— Given entries —
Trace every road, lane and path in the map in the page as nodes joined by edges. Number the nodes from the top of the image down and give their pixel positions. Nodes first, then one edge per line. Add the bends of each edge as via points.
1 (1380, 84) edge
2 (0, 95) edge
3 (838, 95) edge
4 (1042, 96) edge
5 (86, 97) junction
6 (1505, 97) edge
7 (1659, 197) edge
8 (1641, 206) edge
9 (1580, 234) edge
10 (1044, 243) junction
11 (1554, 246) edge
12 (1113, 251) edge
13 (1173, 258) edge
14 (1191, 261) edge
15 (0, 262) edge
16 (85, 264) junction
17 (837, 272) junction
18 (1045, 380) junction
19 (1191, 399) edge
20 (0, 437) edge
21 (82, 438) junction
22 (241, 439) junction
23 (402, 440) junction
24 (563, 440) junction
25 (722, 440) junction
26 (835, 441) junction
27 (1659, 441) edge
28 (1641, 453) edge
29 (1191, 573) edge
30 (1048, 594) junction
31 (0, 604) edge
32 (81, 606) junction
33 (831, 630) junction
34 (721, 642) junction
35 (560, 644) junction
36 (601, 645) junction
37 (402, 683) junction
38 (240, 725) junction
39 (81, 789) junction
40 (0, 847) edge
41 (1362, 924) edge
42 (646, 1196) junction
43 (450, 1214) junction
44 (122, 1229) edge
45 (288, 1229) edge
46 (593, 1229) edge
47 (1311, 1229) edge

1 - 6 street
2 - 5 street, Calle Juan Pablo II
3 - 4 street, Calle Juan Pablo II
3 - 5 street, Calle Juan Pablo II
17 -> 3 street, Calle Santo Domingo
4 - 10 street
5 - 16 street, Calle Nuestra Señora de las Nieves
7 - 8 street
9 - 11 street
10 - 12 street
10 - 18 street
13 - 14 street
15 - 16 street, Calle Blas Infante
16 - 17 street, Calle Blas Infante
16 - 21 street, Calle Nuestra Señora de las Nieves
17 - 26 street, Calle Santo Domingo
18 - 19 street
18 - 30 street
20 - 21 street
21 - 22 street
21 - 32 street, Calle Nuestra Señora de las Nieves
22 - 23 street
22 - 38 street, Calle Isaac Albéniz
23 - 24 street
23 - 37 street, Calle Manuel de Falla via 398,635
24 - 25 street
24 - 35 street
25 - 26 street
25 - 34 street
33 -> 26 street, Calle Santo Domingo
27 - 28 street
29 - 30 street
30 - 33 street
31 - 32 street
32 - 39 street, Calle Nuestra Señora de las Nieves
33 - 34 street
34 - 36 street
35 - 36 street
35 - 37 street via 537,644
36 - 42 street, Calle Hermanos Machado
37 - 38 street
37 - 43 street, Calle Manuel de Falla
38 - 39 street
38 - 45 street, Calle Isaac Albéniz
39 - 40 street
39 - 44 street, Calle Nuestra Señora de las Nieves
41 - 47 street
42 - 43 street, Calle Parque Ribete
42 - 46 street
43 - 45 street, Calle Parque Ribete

— The problem —
The reply should be a precise retyping of all the data.

— Response to this task —
Trace every road, lane and path in the map in the page as nodes joined by edges. Number the nodes from the top of the image down and give their pixel positions. Nodes first, then one edge per line. Add the bends of each edge as via points.
1 (1380, 84) edge
2 (0, 95) edge
3 (838, 95) edge
4 (1042, 96) edge
5 (86, 97) junction
6 (1505, 97) edge
7 (1659, 197) edge
8 (1641, 206) edge
9 (1580, 234) edge
10 (1044, 243) junction
11 (1554, 246) edge
12 (1113, 251) edge
13 (1173, 258) edge
14 (1191, 261) edge
15 (0, 262) edge
16 (85, 264) junction
17 (837, 272) junction
18 (1045, 380) junction
19 (1191, 399) edge
20 (0, 437) edge
21 (82, 438) junction
22 (241, 439) junction
23 (402, 440) junction
24 (563, 440) junction
25 (722, 440) junction
26 (835, 441) junction
27 (1659, 441) edge
28 (1641, 453) edge
29 (1191, 573) edge
30 (1048, 594) junction
31 (0, 604) edge
32 (81, 606) junction
33 (831, 630) junction
34 (721, 642) junction
35 (560, 644) junction
36 (601, 645) junction
37 (402, 683) junction
38 (240, 725) junction
39 (81, 789) junction
40 (0, 847) edge
41 (1362, 924) edge
42 (646, 1196) junction
43 (450, 1214) junction
44 (122, 1229) edge
45 (288, 1229) edge
46 (593, 1229) edge
47 (1311, 1229) edge

1 - 6 street
2 - 5 street, Calle Juan Pablo II
3 - 4 street, Calle Juan Pablo II
3 - 5 street, Calle Juan Pablo II
17 -> 3 street, Calle Santo Domingo
4 - 10 street
5 - 16 street, Calle Nuestra Señora de las Nieves
7 - 8 street
9 - 11 street
10 - 12 street
10 - 18 street
13 - 14 street
15 - 16 street, Calle Blas Infante
16 - 17 street, Calle Blas Infante
16 - 21 street, Calle Nuestra Señora de las Nieves
17 - 26 street, Calle Santo Domingo
18 - 19 street
18 - 30 street
20 - 21 street
21 - 22 street
21 - 32 street, Calle Nuestra Señora de las Nieves
22 - 23 street
22 - 38 street, Calle Isaac Albéniz
23 - 24 street
23 - 37 street, Calle Manuel de Falla via 398,635
24 - 25 street
24 - 35 street
25 - 26 street
25 - 34 street
33 -> 26 street, Calle Santo Domingo
27 - 28 street
29 - 30 street
30 - 33 street
31 - 32 street
32 - 39 street, Calle Nuestra Señora de las Nieves
33 - 34 street
34 - 36 street
35 - 36 street
35 - 37 street via 537,644
36 - 42 street, Calle Hermanos Machado
37 - 38 street
37 - 43 street, Calle Manuel de Falla
38 - 39 street
38 - 45 street, Calle Isaac Albéniz
39 - 40 street
39 - 44 street, Calle Nuestra Señora de las Nieves
41 - 47 street
42 - 43 street, Calle Parque Ribete
42 - 46 street
43 - 45 street, Calle Parque Ribete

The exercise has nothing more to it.